- 2 cups long grain white rice
- 1 cup black beans
- 2 cups black bean broth
- 1 large white onion
- 4 large cloves of garlic
- 1 green pepper
- 1 pinch of ground oregano
- 1 large bay leaf
- 1/4 cup vegetable oil, preferably sunflower
- 1 teaspoon salt
Wash the black beans, previously chosen, and put them in a pressure cooker with plenty of water. Place them over high heat until the pot comes to pressure, then lower them to medium heat and cook for 30 to 40 minutes. The grain should be tender, but should not open. Remove the broth and set it aside. Let the soft beans cool.
Place the finely chopped onion and garlic, the peppers in very thin strips, the oregano and the oil in a pot. Sauté everything lightly until the onion turns golden brown. Add the rice and mix it with the sauce. Then add the beans, bay leaf and bean broth. Adjust the salt level to your liking and cover the pot.
Place over medium heat until the pot comes to pressure. Lower the heat and let cook for 10 minutes. Uncover the pot and check that the rice is dry. Stir it to break up the grains and to prevent it from sticking to the bottom of the pot.

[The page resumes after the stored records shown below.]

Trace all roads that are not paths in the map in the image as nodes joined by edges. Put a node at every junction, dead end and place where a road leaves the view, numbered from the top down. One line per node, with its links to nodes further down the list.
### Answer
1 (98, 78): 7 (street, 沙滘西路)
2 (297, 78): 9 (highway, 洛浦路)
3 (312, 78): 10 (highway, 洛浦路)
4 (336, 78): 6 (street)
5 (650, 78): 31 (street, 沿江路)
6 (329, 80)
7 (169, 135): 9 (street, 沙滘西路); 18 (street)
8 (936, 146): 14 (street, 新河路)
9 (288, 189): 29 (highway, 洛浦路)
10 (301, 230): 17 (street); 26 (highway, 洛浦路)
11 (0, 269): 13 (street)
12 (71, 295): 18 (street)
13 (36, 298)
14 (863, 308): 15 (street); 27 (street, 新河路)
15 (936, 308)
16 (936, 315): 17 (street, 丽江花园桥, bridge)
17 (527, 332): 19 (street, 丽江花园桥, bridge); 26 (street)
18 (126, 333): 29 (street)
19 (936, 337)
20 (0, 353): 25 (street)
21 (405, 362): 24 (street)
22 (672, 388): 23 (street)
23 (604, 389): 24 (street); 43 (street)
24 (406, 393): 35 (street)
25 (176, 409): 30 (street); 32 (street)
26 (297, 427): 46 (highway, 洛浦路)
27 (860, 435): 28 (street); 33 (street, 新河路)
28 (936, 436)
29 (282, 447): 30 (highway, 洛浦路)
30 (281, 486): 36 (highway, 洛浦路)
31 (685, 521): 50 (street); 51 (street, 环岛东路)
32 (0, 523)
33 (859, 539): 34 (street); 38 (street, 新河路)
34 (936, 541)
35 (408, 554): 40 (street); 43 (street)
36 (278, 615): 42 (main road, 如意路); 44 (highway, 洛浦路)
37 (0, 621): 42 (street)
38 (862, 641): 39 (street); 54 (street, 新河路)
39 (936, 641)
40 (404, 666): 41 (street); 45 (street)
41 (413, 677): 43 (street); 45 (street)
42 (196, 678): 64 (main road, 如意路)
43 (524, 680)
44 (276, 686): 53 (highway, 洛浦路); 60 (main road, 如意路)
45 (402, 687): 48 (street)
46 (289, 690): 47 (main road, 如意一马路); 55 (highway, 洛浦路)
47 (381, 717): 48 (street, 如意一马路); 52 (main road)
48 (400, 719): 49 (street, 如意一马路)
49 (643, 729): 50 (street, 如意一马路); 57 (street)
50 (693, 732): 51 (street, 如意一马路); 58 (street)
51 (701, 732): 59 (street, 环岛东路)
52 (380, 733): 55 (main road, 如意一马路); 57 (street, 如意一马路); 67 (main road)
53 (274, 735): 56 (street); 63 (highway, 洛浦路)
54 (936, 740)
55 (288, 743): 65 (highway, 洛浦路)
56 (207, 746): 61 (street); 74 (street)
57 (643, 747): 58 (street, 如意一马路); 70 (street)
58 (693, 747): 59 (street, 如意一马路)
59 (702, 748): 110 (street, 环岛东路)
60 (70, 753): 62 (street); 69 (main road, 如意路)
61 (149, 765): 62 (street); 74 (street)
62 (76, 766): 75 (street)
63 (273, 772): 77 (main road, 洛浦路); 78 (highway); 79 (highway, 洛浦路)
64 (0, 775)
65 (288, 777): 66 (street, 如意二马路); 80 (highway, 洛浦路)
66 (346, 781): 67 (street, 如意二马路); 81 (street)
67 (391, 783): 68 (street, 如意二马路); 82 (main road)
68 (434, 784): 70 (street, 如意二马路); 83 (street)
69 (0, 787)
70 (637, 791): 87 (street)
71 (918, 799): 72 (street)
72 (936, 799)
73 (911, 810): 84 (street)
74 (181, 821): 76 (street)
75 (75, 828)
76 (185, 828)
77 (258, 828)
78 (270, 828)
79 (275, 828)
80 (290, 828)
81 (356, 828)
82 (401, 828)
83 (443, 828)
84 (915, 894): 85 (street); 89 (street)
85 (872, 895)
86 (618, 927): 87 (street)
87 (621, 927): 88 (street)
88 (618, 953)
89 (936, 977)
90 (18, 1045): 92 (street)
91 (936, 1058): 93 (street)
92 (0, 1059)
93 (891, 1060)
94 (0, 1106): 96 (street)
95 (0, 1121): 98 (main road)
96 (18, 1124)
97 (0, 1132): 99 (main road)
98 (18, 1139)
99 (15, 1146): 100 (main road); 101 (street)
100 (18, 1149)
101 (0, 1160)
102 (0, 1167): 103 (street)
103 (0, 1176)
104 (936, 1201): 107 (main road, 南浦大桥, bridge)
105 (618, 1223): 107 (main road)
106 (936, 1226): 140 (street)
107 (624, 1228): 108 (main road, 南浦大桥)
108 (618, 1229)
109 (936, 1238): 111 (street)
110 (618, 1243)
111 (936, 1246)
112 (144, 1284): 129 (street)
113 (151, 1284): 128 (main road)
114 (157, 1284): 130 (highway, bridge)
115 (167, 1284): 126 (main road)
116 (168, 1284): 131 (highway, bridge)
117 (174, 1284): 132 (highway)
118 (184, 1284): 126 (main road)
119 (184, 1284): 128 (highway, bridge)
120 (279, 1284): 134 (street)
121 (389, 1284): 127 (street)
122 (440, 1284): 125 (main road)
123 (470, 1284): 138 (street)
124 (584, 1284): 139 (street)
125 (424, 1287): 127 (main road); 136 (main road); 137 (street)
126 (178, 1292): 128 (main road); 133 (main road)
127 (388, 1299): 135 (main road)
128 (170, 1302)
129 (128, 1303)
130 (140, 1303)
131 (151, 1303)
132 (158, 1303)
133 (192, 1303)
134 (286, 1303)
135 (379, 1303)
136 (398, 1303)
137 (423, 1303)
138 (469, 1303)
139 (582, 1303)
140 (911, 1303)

Let it rest slightly covered.
This basic Moro rice recipe can be made in a common casserole, but the times are doubled. In addition, it can be enriched if you add fried pork, empellitas or pork rinds. These elements give a very special flavor to the rice and incorporate other textures into the dish. But it is up to the chef's choice.
Enjoy this recipe. Enjoy your meal!!